WHAT IS NEEDED
In the copy, include every entry exactly but none of its images.

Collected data
Content starts

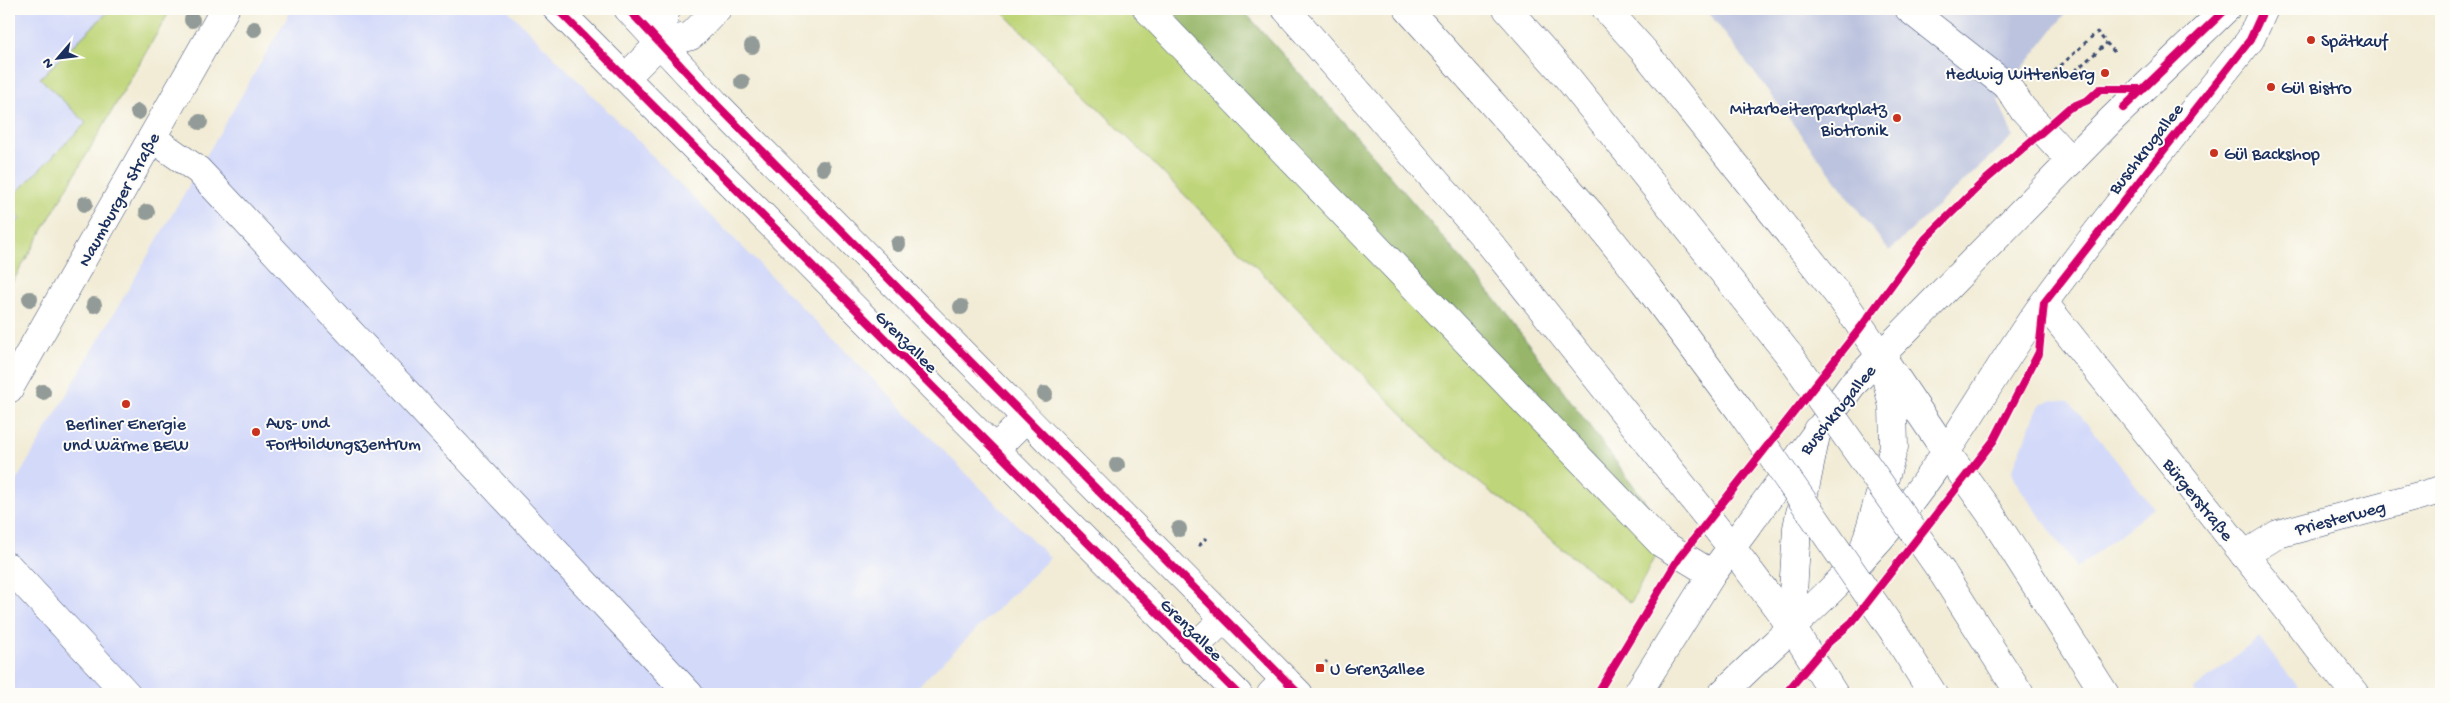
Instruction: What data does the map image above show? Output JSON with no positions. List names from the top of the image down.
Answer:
{
  "streets": {
    "main road": [
      "Buschkrugallee",
      "Naumburger Straße",
      "Grenzallee",
      "Bürgerstraße",
      "Priesterweg"
    ]
  },
  "crossings": [
    ["Buschkrugallee", "Bürgerstraße"],
    ["Bürgerstraße", "Priesterweg"]
  ],
  "places": {
    "other": [
      "Spätkauf",
      "Hedwig Wittenberg",
      "Gül Bistro",
      "Mitarbeiterparkplatz Biotronik",
      "Gül Backshop",
      "Berliner Energie und Wärme BEW",
      "Aus- und Fortbildungszentrum"
    ],
    "transit": ["U Grenzallee"]
  },
  "north": "bottom left"
}
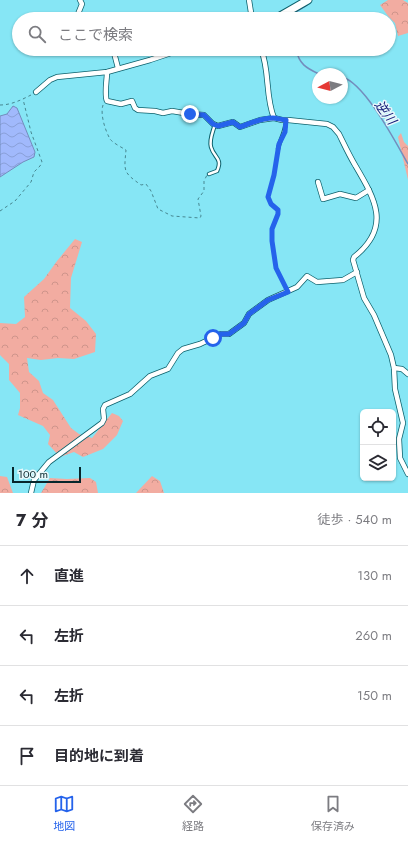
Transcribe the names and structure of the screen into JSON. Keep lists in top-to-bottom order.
{
  "water": ["逆川"],
  "scale_bar": "100 m",
  "north": "left",
  "page": {
    "search": "ここで検索",
    "scale": "100 m",
    "heading": ["7 分", "徒歩 · 540 m"],
    "list": [
      ["直進", "130 m"],
      ["左折", "260 m"],
      ["左折", "150 m"],
      "目的地に到着"
    ],
    "nav": ["地図", "経路", "保存済み"]
  }
}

Content ends

WRITTEN SOLUTION
Instruction: What data does the map image above show? Output JSON with no positions. List names from the top of the image down.
Answer:
{
  "streets": {
    "main road": [
      "Buschkrugallee",
      "Naumburger Straße",
      "Grenzallee",
      "Bürgerstraße",
      "Priesterweg"
    ]
  },
  "crossings": [
    ["Buschkrugallee", "Bürgerstraße"],
    ["Bürgerstraße", "Priesterweg"]
  ],
  "places": {
    "other": [
      "Spätkauf",
      "Hedwig Wittenberg",
      "Gül Bistro",
      "Mitarbeiterparkplatz Biotronik",
      "Gül Backshop",
      "Berliner Energie und Wärme BEW",
      "Aus- und Fortbildungszentrum"
    ],
    "transit": ["U Grenzallee"]
  },
  "north": "bottom left"
}
Transcribe the names and structure of the screen into JSON. Keep lists in top-to-bottom order.
{
  "water": ["逆川"],
  "scale_bar": "100 m",
  "north": "left",
  "page": {
    "search": "ここで検索",
    "scale": "100 m",
    "heading": ["7 分", "徒歩 · 540 m"],
    "list": [
      ["直進", "130 m"],
      ["左折", "260 m"],
      ["左折", "150 m"],
      "目的地に到着"
    ],
    "nav": ["地図", "経路", "保存済み"]
  }
}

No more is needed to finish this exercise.